§ **What you have to do**: Word for word, restate the entries below from their first line through the line that contains "Write the network".

§ **Supplied material**:
○ ○ ○ ○ ○ ○ ○
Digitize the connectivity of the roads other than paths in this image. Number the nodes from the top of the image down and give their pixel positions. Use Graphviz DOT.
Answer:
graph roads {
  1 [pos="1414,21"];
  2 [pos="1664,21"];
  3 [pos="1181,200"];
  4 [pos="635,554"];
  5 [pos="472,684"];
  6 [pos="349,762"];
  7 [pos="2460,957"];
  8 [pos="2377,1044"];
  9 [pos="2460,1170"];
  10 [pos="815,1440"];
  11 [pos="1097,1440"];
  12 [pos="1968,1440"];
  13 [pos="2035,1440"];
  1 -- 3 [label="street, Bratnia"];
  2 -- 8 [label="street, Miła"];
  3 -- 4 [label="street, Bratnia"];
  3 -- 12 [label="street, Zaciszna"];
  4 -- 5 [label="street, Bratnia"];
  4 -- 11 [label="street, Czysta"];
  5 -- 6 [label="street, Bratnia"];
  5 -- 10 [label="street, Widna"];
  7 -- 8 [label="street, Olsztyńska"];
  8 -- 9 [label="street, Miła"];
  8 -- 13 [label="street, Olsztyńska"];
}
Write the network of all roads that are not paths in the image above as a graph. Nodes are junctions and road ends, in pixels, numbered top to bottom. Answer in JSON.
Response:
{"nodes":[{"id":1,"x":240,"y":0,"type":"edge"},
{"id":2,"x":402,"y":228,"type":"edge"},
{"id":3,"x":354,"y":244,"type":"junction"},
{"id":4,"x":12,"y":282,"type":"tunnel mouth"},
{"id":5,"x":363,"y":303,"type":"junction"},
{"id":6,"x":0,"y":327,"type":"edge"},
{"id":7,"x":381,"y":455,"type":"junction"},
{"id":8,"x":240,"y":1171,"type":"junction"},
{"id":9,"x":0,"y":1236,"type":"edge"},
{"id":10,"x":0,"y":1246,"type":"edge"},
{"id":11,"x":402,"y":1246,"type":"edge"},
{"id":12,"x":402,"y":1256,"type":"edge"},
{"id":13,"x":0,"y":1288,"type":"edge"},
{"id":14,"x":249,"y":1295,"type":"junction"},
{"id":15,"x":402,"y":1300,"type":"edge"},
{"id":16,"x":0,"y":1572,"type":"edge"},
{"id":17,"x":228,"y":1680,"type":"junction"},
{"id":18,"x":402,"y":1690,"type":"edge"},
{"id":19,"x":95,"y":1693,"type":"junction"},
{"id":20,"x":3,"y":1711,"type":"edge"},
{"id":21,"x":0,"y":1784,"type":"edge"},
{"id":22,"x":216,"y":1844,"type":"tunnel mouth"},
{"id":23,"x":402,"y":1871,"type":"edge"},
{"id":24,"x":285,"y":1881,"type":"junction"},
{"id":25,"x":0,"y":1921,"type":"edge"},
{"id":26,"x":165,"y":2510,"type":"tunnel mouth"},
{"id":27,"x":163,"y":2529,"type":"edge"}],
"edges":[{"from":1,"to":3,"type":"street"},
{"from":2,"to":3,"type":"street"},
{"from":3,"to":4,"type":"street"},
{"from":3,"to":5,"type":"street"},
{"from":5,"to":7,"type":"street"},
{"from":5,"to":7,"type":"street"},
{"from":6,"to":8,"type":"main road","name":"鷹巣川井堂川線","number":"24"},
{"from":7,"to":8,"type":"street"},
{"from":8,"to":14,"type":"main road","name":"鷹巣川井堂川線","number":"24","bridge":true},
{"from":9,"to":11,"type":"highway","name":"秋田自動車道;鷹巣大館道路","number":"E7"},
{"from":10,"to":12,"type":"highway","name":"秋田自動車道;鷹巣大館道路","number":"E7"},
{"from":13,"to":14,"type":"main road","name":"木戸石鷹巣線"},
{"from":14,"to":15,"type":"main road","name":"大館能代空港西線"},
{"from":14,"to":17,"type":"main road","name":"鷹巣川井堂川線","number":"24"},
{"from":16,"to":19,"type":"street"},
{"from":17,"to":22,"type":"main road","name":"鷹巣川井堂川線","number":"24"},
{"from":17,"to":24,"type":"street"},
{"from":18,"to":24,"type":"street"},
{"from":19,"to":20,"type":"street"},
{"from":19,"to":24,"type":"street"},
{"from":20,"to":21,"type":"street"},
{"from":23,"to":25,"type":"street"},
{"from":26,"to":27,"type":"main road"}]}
○ ○ ○ ○ ○ ○ ○
§ **Answer to this problem**:
Digitize the connectivity of the roads other than paths in this image. Number the nodes from the top of the image down and give their pixel positions. Use Graphviz DOT.
Answer:
graph roads {
  1 [pos="1414,21"];
  2 [pos="1664,21"];
  3 [pos="1181,200"];
  4 [pos="635,554"];
  5 [pos="472,684"];
  6 [pos="349,762"];
  7 [pos="2460,957"];
  8 [pos="2377,1044"];
  9 [pos="2460,1170"];
  10 [pos="815,1440"];
  11 [pos="1097,1440"];
  12 [pos="1968,1440"];
  13 [pos="2035,1440"];
  1 -- 3 [label="street, Bratnia"];
  2 -- 8 [label="street, Miła"];
  3 -- 4 [label="street, Bratnia"];
  3 -- 12 [label="street, Zaciszna"];
  4 -- 5 [label="street, Bratnia"];
  4 -- 11 [label="street, Czysta"];
  5 -- 6 [label="street, Bratnia"];
  5 -- 10 [label="street, Widna"];
  7 -- 8 [label="street, Olsztyńska"];
  8 -- 9 [label="street, Miła"];
  8 -- 13 [label="street, Olsztyńska"];
}
Write the network of all roads that are not paths in the image above as a graph. Nodes are junctions and road ends, in pixels, numbered top to bottom. Answer in JSON.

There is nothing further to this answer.